TRY IT.
Only an exact repeat of the listing, without its images, counts as the answer.

^^^^^^^^^^^^^^^^

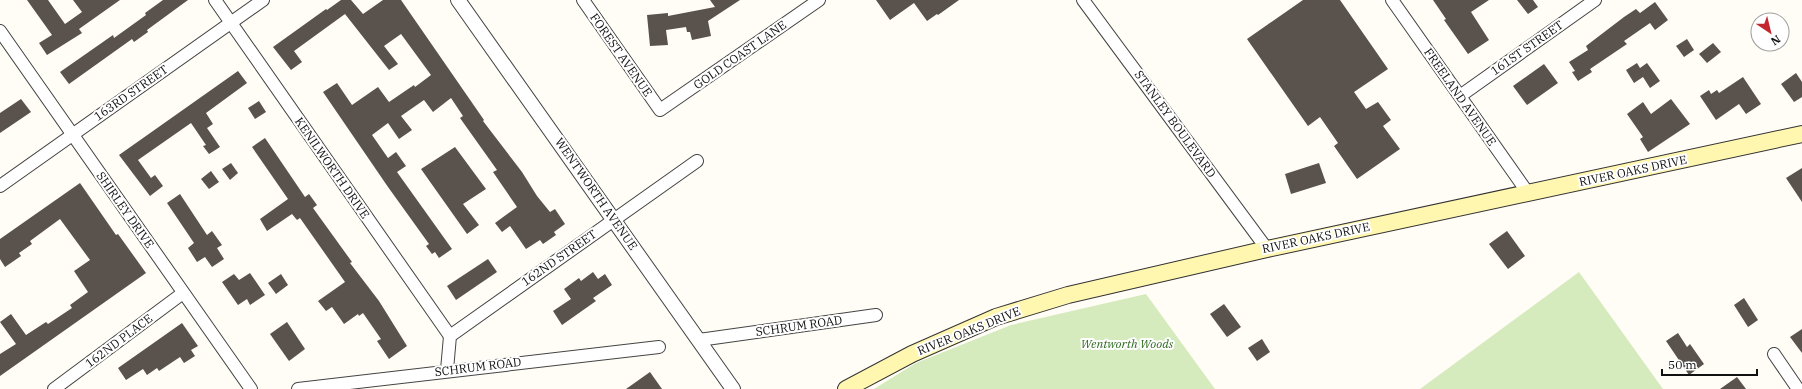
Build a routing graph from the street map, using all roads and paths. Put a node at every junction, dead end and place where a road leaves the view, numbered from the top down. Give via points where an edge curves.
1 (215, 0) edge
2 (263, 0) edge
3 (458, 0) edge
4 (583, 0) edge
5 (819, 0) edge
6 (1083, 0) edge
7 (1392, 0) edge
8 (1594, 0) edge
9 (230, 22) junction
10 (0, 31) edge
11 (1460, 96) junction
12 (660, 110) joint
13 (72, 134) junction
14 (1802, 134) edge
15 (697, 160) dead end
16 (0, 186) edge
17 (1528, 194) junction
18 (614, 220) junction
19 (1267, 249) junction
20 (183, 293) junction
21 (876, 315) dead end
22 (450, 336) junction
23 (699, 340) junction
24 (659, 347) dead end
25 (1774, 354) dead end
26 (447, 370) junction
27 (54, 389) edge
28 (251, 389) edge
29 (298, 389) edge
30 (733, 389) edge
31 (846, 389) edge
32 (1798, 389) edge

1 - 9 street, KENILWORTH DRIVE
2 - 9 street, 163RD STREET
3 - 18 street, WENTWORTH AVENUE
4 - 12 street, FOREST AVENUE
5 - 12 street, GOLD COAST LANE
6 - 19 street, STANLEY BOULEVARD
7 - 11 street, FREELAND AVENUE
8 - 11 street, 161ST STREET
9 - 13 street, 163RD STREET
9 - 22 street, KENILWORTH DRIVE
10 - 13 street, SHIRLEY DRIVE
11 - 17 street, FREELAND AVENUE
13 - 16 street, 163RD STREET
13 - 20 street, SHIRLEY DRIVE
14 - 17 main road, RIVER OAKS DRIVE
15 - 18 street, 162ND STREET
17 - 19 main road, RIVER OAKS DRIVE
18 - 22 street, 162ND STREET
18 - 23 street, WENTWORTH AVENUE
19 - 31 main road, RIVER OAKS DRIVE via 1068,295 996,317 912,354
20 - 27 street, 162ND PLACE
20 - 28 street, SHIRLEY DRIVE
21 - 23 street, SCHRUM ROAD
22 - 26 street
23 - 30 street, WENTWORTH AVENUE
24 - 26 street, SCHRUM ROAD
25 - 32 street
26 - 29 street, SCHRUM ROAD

^^^^^^^^^^^^^^^^

RESULT OF THE EXERCISE.
Build a routing graph from the street map, using all roads and paths. Put a node at every junction, dead end and place where a road leaves the view, numbered from the top down. Give via points where an edge curves.
1 (215, 0) edge
2 (263, 0) edge
3 (458, 0) edge
4 (583, 0) edge
5 (819, 0) edge
6 (1083, 0) edge
7 (1392, 0) edge
8 (1594, 0) edge
9 (230, 22) junction
10 (0, 31) edge
11 (1460, 96) junction
12 (660, 110) joint
13 (72, 134) junction
14 (1802, 134) edge
15 (697, 160) dead end
16 (0, 186) edge
17 (1528, 194) junction
18 (614, 220) junction
19 (1267, 249) junction
20 (183, 293) junction
21 (876, 315) dead end
22 (450, 336) junction
23 (699, 340) junction
24 (659, 347) dead end
25 (1774, 354) dead end
26 (447, 370) junction
27 (54, 389) edge
28 (251, 389) edge
29 (298, 389) edge
30 (733, 389) edge
31 (846, 389) edge
32 (1798, 389) edge

1 - 9 street, KENILWORTH DRIVE
2 - 9 street, 163RD STREET
3 - 18 street, WENTWORTH AVENUE
4 - 12 street, FOREST AVENUE
5 - 12 street, GOLD COAST LANE
6 - 19 street, STANLEY BOULEVARD
7 - 11 street, FREELAND AVENUE
8 - 11 street, 161ST STREET
9 - 13 street, 163RD STREET
9 - 22 street, KENILWORTH DRIVE
10 - 13 street, SHIRLEY DRIVE
11 - 17 street, FREELAND AVENUE
13 - 16 street, 163RD STREET
13 - 20 street, SHIRLEY DRIVE
14 - 17 main road, RIVER OAKS DRIVE
15 - 18 street, 162ND STREET
17 - 19 main road, RIVER OAKS DRIVE
18 - 22 street, 162ND STREET
18 - 23 street, WENTWORTH AVENUE
19 - 31 main road, RIVER OAKS DRIVE via 1068,295 996,317 912,354
20 - 27 street, 162ND PLACE
20 - 28 street, SHIRLEY DRIVE
21 - 23 street, SCHRUM ROAD
22 - 26 street
23 - 30 street, WENTWORTH AVENUE
24 - 26 street, SCHRUM ROAD
25 - 32 street
26 - 29 street, SCHRUM ROAD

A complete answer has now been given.